*** Block opens ***
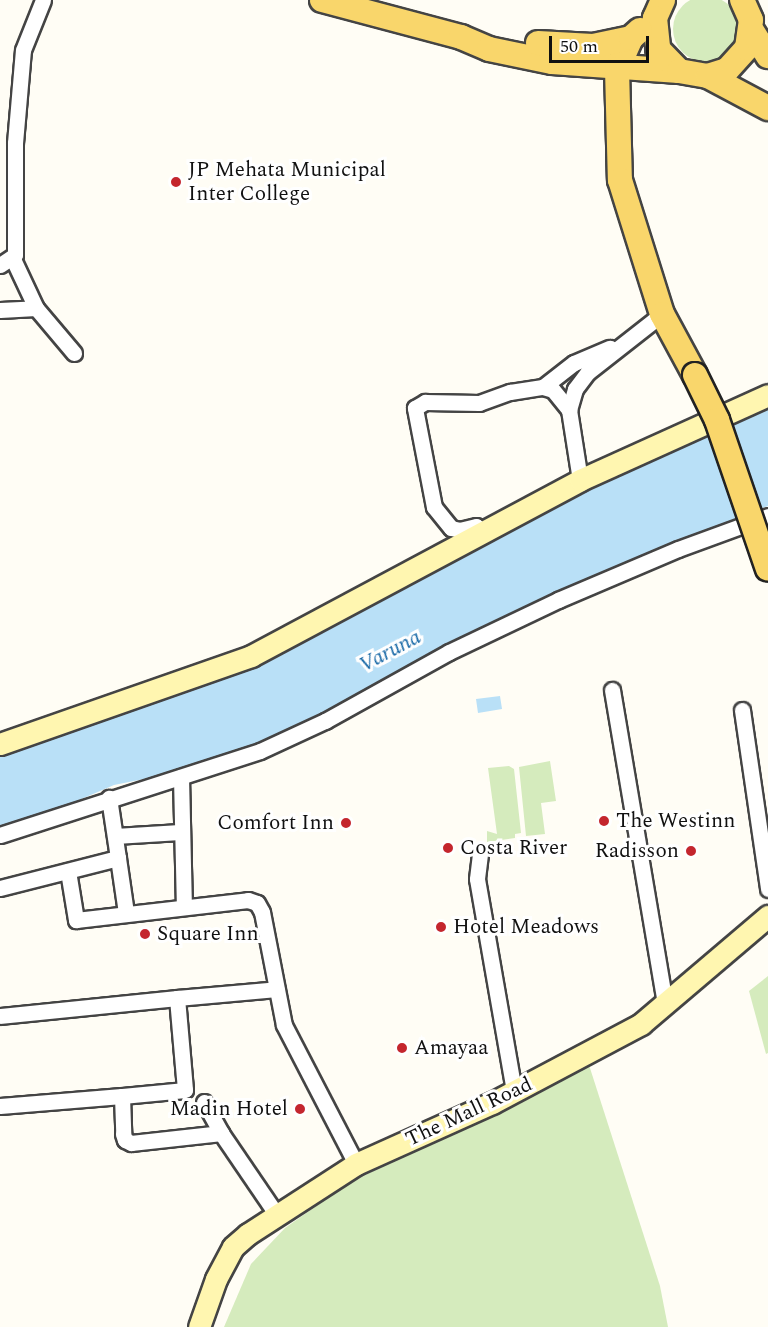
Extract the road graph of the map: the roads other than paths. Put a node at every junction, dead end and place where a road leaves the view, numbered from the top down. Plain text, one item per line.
1 (44, 0) edge
2 (322, 0) edge
3 (659, 9) edge
4 (747, 10) edge
5 (461, 37) junction
6 (631, 38) junction
7 (768, 56) edge
8 (616, 69) junction
9 (679, 71) junction
10 (708, 76) junction
11 (768, 108) edge
12 (8, 142) edge
13 (6, 262) edge
14 (36, 308) junction
15 (0, 310) edge
16 (662, 314) junction
17 (624, 342) junction
18 (74, 353) dead end
19 (543, 387) junction
20 (768, 395) edge
21 (569, 410) junction
22 (580, 480) junction
23 (768, 516) edge
24 (482, 533) junction
25 (768, 569) edge
26 (612, 690) dead end
27 (742, 710) dead end
28 (0, 744) edge
29 (181, 777) junction
30 (109, 798) junction
31 (180, 832) junction
32 (0, 835) edge
33 (115, 836) junction
34 (480, 854) dead end
35 (118, 858) junction
36 (68, 871) junction
37 (0, 888) edge
38 (768, 889) edge
39 (184, 907) junction
40 (126, 914) junction
41 (768, 916) edge
42 (277, 989) junction
43 (177, 998) junction
44 (665, 1003) junction
45 (0, 1016) edge
46 (514, 1092) junction
47 (122, 1096) junction
48 (204, 1102) dead end
49 (0, 1106) edge
50 (221, 1133) junction
51 (356, 1164) junction
52 (277, 1215) junction
53 (199, 1327) edge

1 - 12 street
2 - 5 main road
3 - 6 main road
3 - 9 main road
4 - 7 main road
4 - 10 main road
5 - 6 main road
5 - 8 main road
6 - 8 main road
8 - 9 main road
8 - 16 main road
9 - 10 main road
10 - 11 main road
12 - 13 street
13 - 14 street
14 - 15 street
14 - 18 street
16 - 17 street
16 - 25 main road, bridge
17 - 19 street
17 - 21 street
19 - 21 street
19 - 24 street
20 - 22 street
21 - 22 street
22 - 24 street
23 - 29 street
24 - 28 street
26 - 44 street
27 - 38 street
29 - 30 street
29 - 31 street
30 - 32 street
30 - 33 street
31 - 33 street
31 - 39 street
33 - 35 street
34 - 46 street
35 - 36 street
35 - 40 street
36 - 37 street
36 - 40 street
39 - 40 street
39 - 42 street
41 - 44 street, The Mall Road
42 - 43 street
42 - 51 street
43 - 45 street
43 - 47 street
44 - 46 street, The Mall Road
46 - 51 street, The Mall Road
47 - 49 street
47 - 50 street
48 - 50 street
50 - 52 street
51 - 52 street, The Mall Road
52 - 53 street, The Mall Road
*** Block closes ***
§ **Task brief**
The records above should be reproduced exactly, with no pictures included.

§ **Solution for this task**
Extract the road graph of the map: the roads other than paths. Put a node at every junction, dead end and place where a road leaves the view, numbered from the top down. Plain text, one item per line.
1 (44, 0) edge
2 (322, 0) edge
3 (659, 9) edge
4 (747, 10) edge
5 (461, 37) junction
6 (631, 38) junction
7 (768, 56) edge
8 (616, 69) junction
9 (679, 71) junction
10 (708, 76) junction
11 (768, 108) edge
12 (8, 142) edge
13 (6, 262) edge
14 (36, 308) junction
15 (0, 310) edge
16 (662, 314) junction
17 (624, 342) junction
18 (74, 353) dead end
19 (543, 387) junction
20 (768, 395) edge
21 (569, 410) junction
22 (580, 480) junction
23 (768, 516) edge
24 (482, 533) junction
25 (768, 569) edge
26 (612, 690) dead end
27 (742, 710) dead end
28 (0, 744) edge
29 (181, 777) junction
30 (109, 798) junction
31 (180, 832) junction
32 (0, 835) edge
33 (115, 836) junction
34 (480, 854) dead end
35 (118, 858) junction
36 (68, 871) junction
37 (0, 888) edge
38 (768, 889) edge
39 (184, 907) junction
40 (126, 914) junction
41 (768, 916) edge
42 (277, 989) junction
43 (177, 998) junction
44 (665, 1003) junction
45 (0, 1016) edge
46 (514, 1092) junction
47 (122, 1096) junction
48 (204, 1102) dead end
49 (0, 1106) edge
50 (221, 1133) junction
51 (356, 1164) junction
52 (277, 1215) junction
53 (199, 1327) edge

1 - 12 street
2 - 5 main road
3 - 6 main road
3 - 9 main road
4 - 7 main road
4 - 10 main road
5 - 6 main road
5 - 8 main road
6 - 8 main road
8 - 9 main road
8 - 16 main road
9 - 10 main road
10 - 11 main road
12 - 13 street
13 - 14 street
14 - 15 street
14 - 18 street
16 - 17 street
16 - 25 main road, bridge
17 - 19 street
17 - 21 street
19 - 21 street
19 - 24 street
20 - 22 street
21 - 22 street
22 - 24 street
23 - 29 street
24 - 28 street
26 - 44 street
27 - 38 street
29 - 30 street
29 - 31 street
30 - 32 street
30 - 33 street
31 - 33 street
31 - 39 street
33 - 35 street
34 - 46 street
35 - 36 street
35 - 40 street
36 - 37 street
36 - 40 street
39 - 40 street
39 - 42 street
41 - 44 street, The Mall Road
42 - 43 street
42 - 51 street
43 - 45 street
43 - 47 street
44 - 46 street, The Mall Road
46 - 51 street, The Mall Road
47 - 49 street
47 - 50 street
48 - 50 street
50 - 52 street
51 - 52 street, The Mall Road
52 - 53 street, The Mall Road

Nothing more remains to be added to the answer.